When adjusted for age, sex, histology, and Laurén classification in a multivariable regression model, survival did improve for the total population and for patients with nonmetastatic and metastatic disease separately. It is therefore hard to believe that the Will Rogers phenomenon is the only explanation for improvements in gastric cancer survival, also because considerable advances have been made in treatment for gastric cancer.34 In 2006, the MAGIC trial showed the superiority of perioperative chemotherapy plus surgery over surgery alone in potentially curable gastric cancer and even better results were seen in the FLOT4 study.10,11 The introduction of neoadjuvant chemotherapy may also have led to a decrease in patients undergoing surgery, because in a proportion of these patients, occult metastases will be uncovered during neoadjuvant treatment or preoperative restaging, leading to fewer unfavorable surgical procedures. Furthermore, since 2012, the centralization of gastric cancer surgery has been associated with fewer surgical complications, better quality of care, and improved survival.35
For metastatic gastric cancer, in the period under study, outcomes have not improved significantly in any chemotherapy-only trial. However, the introduction of trastuzumab, a monoclonal antibody targeting the human epidermal growth factor 2 (HER2), in 2010 has led to improved survival rates in a subgroup of patients, and second-line treatment with paclitaxel and ramucirumab showed superior survival compared with paclitaxel alone.36,37 The development of novel systemic therapies, such as targeted therapies, are reflected in our data by the increase of relative survival since approximately 2009 to 2013 for patients with metastatic disease, even though the proportion of patients receiving targeted therapy is small. Further investigation of treatment trends in the upcoming years will be interesting, because of the development of these novel systemic treatment options, such as targeted therapies, and immune therapy options, such as targeted therapies and immunotherapy.38
Another reason to assume that treatment advances might have improved survival outcomes in NCGC is the observed shift from mainly intestinal type adenocarcinomas toward more diffuse-type adenocarcinomas over the past decades. According to previous findings, diffuse-type gastric cancers have an unfavorable prognosis compared with the intestinal type.39 If no true advances in treatment had been made, this shift should have led to a decrease in survival purely based on the higher proportion of diffuse-type cancers. However, when corrected for the Laurén classification in a multivariable regression model, the RER of death decreased in the total population and for patients with nonmetastatic and metastatic disease.
Limitations
This study has limitations. The population-based design included more than 47 000 patients, and the broad selection criteria ensured the minimization of selection bias. However, for the comparison between survival of patients who did or did not undergo surgery or chemotherapy, possible immortal time bias could not entirely be avoided.

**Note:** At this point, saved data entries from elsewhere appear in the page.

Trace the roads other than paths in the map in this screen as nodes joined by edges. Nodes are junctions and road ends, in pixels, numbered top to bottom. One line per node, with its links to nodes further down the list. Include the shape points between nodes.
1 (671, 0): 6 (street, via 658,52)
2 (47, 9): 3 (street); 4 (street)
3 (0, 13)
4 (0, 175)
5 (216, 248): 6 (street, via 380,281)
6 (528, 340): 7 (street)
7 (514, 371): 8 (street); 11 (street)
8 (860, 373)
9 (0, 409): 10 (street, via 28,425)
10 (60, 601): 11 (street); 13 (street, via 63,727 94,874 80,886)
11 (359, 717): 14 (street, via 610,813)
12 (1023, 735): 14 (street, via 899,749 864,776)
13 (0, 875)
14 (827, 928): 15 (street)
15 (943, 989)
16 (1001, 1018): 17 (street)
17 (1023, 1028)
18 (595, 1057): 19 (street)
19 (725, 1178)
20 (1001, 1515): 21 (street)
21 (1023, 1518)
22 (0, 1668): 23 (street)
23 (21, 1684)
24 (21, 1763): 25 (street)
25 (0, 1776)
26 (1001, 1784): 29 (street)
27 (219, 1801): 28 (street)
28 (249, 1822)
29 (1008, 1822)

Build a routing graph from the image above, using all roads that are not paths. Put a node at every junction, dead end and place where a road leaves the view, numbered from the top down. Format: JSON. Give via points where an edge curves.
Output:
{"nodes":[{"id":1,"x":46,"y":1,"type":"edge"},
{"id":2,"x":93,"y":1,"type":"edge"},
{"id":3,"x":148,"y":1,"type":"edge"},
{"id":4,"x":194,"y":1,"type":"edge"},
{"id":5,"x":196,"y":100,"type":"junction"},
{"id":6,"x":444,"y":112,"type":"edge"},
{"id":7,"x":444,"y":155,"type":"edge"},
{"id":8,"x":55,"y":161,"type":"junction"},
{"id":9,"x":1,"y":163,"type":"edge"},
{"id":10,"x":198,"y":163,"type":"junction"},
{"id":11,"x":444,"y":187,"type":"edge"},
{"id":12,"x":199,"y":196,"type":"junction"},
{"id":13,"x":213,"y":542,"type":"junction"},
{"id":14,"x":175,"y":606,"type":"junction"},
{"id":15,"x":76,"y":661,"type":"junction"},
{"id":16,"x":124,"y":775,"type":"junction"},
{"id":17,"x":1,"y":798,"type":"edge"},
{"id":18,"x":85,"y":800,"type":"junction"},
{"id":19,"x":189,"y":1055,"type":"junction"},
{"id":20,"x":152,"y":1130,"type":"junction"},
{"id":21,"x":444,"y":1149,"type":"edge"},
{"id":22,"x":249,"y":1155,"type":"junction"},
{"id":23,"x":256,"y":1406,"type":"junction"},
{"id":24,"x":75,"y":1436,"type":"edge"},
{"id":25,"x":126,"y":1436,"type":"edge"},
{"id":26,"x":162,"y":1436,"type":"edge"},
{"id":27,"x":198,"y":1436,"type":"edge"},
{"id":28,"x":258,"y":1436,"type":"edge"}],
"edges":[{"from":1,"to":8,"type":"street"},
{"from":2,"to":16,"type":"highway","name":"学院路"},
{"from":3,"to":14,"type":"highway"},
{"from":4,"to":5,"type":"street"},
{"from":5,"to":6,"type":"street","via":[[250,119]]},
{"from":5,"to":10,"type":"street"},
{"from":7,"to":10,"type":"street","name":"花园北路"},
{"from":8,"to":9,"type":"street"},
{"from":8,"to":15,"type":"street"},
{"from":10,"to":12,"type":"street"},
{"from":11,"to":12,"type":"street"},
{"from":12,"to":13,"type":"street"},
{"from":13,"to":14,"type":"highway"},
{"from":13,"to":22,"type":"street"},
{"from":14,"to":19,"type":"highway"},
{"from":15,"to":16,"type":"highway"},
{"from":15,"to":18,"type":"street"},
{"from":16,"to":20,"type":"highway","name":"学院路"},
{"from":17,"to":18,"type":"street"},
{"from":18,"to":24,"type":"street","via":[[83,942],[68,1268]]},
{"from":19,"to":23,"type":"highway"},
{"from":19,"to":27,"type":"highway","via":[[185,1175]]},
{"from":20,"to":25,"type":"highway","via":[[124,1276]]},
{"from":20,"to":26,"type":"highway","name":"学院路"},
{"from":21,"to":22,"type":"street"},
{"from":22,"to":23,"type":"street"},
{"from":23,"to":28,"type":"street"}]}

However, the population-based design of this study also introduced certain limitations. For example, for most patients in our cohort, no information was available on reasons why certain treatment choices were made, and no follow-up data on recurrence or progression of disease was available. Also, for patients with metachronous metastatic disease, only information about the primary diagnosis and treatment thereof is registered. Therefore, all information about metastatic gastric cancer in this article comprises only synchronous metastatic disease. Another challenge was the fact that it was not easy to select a classification system that could be used over the entire period of the study, because the TNM classification systems in clinical practice have changed several times in the past 32 years.
Conclusions
In this cohort study of more than 47 000 patients with NCGC, our data showed a decrease in incidence, a shift in treatment choices, and an increase in survival among patients with nonmetastatic and metastatic NCGC over the past 32 years in the Netherlands. However, despite the decreasing incidence, prognosis remains poor, and gastric cancer remains the fourth most common cause of cancer deaths.1 Therefore, the search for more effective surveillance and treatment strategies should be continued.